When you're driving down the highway you often see warning signs, and it's wise to pay attention to them. The same is true with the world of self-publishing - there are hazards out there that can hurt you.

But as you're motoring along in the real world you also see directional signs, and they're just as important to heed.

First, the warnings. Just like when you're driving, you have to look out for the other guy. I would ask that you please use caution before beginning any publishing endeavor - take care to look out for people who want to "help" you. There are many predators out there who prey on people who want to publish a book. Whether the idea is viable or not, even if they know the author won't sell a single copy, they're happy to fill you full of dreams and take your money. When I consult with potential authors, I actually try to find reasons why they shouldn't publish their book - it sounds crazy, I know, but I don't want you to spend a lot of money on an idea that is not going to pan out. It kills me to see people pour their heart and soul into a book, then publish it themselves with their hard-earned cash, only to have a thousand or so copies take up space in their garage for the next several years. It's a constant reminder that their book attempt failed - but not only do they see the boxes every day, so does their spouse, kids and friends. Believe me, I ache for these authors.

The other warning that I have is to watch your own course - whether or not your book idea is viable. So how do you weigh whether or not you have an idea worth pursuing? Well, unfortunately there is no sure method. But you can give yourself a bit of an advantage by looking at some people who have been successful in their ventures, and analyzing the things that made them so. Be cautious, though - it's easy to become mesmerized by these success stories.
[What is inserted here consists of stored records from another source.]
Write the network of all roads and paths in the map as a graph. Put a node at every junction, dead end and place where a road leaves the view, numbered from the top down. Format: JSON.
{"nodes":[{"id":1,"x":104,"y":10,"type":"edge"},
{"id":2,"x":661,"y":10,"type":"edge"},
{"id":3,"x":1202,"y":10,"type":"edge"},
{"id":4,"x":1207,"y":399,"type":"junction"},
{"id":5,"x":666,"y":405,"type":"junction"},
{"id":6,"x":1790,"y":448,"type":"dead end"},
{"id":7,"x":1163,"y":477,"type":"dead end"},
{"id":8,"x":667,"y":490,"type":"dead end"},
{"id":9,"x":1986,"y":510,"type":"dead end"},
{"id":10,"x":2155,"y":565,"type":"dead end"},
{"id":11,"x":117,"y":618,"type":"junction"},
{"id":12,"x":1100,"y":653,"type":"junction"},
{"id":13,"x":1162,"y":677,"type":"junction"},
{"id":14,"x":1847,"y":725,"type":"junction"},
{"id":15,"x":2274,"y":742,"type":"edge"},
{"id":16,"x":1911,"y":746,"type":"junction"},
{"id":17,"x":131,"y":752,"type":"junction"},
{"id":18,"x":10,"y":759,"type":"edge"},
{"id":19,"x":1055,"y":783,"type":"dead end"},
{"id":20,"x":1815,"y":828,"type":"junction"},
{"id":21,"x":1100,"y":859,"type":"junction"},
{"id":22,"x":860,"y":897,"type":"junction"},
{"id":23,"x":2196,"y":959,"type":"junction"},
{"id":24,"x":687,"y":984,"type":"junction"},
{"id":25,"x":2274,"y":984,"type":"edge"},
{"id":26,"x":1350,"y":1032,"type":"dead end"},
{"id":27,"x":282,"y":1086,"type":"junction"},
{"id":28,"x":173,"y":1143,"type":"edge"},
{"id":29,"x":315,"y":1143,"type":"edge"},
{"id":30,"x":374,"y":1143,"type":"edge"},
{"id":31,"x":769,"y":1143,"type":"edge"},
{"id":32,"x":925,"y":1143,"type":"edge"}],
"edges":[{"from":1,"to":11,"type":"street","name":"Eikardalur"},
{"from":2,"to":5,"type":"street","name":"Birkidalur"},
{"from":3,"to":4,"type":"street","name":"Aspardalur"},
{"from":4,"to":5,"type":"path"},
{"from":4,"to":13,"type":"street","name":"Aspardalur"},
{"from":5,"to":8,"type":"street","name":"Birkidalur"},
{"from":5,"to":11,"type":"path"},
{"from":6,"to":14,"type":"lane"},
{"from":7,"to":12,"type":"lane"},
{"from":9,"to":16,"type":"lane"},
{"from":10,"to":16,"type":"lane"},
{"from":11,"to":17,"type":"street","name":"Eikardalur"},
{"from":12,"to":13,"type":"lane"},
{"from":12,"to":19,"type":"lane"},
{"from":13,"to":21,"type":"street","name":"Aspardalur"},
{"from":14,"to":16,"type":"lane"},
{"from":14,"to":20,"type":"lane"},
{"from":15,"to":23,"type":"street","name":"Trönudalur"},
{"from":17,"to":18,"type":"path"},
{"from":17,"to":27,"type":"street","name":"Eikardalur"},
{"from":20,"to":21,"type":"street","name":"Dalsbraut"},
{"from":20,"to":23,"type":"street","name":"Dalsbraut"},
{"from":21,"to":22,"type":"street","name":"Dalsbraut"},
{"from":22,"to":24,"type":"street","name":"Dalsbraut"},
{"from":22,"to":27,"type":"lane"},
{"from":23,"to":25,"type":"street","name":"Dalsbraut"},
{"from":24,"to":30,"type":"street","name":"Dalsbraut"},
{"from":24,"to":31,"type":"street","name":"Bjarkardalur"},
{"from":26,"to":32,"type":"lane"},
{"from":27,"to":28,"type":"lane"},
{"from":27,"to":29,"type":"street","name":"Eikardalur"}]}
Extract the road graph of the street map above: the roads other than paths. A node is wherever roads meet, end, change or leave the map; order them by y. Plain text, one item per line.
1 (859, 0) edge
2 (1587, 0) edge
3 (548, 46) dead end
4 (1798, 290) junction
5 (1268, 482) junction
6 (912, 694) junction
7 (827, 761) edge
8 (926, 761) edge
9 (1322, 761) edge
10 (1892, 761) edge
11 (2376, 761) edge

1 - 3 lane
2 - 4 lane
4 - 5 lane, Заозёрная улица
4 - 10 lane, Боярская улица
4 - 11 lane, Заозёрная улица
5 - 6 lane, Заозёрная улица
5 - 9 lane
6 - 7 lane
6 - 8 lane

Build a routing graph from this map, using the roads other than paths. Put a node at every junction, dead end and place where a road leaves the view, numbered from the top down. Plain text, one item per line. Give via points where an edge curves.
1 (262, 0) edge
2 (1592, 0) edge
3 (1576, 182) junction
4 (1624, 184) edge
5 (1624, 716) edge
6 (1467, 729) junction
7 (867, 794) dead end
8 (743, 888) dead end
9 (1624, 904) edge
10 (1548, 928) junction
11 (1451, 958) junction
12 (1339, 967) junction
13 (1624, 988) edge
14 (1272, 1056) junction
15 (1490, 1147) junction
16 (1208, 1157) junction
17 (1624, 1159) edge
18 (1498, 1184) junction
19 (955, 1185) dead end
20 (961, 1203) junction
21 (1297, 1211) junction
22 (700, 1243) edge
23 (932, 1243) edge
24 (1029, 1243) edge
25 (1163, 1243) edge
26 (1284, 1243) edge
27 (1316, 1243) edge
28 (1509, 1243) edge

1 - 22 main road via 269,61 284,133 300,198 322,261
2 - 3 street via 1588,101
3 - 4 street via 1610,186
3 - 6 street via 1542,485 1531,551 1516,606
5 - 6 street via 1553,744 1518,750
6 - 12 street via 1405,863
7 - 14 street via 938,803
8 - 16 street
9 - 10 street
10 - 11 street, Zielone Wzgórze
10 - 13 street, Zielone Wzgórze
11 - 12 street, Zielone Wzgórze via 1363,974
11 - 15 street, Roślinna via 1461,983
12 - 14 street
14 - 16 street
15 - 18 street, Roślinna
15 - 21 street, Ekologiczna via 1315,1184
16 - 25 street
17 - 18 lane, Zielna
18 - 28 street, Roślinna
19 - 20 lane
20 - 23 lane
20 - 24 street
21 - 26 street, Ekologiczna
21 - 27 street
Don't assume that you can get the same results that these authors have - but by the same token, don't dismiss them, either. By examining the elements of just what made the mega-successful authors achieve their triumphs, you can: 1) use the reasoning behind their success to measure your own book, and 2) apply their strategies to your own.

What I'd like to do for the rest of this article is to look at some of the success stories and dissect them a bit; let's find out why they were successful, when so many other weren't.

The Beanie Baby Handbook

by Lee and Sue Fox

These folks are my heroes. After marrying in 1968, this couple demonstrated a true entrepreneur spirit. They explored many different fields, including antiques, art, rare coins, and writing collector guides. One book that they self-published, Silver Dollar Fortune-Telling, a guide to collecting U.S. Silver Dollars, was sold mainly through mail order and was the best-selling book on the topic for a decade - they sold over 120,000 books!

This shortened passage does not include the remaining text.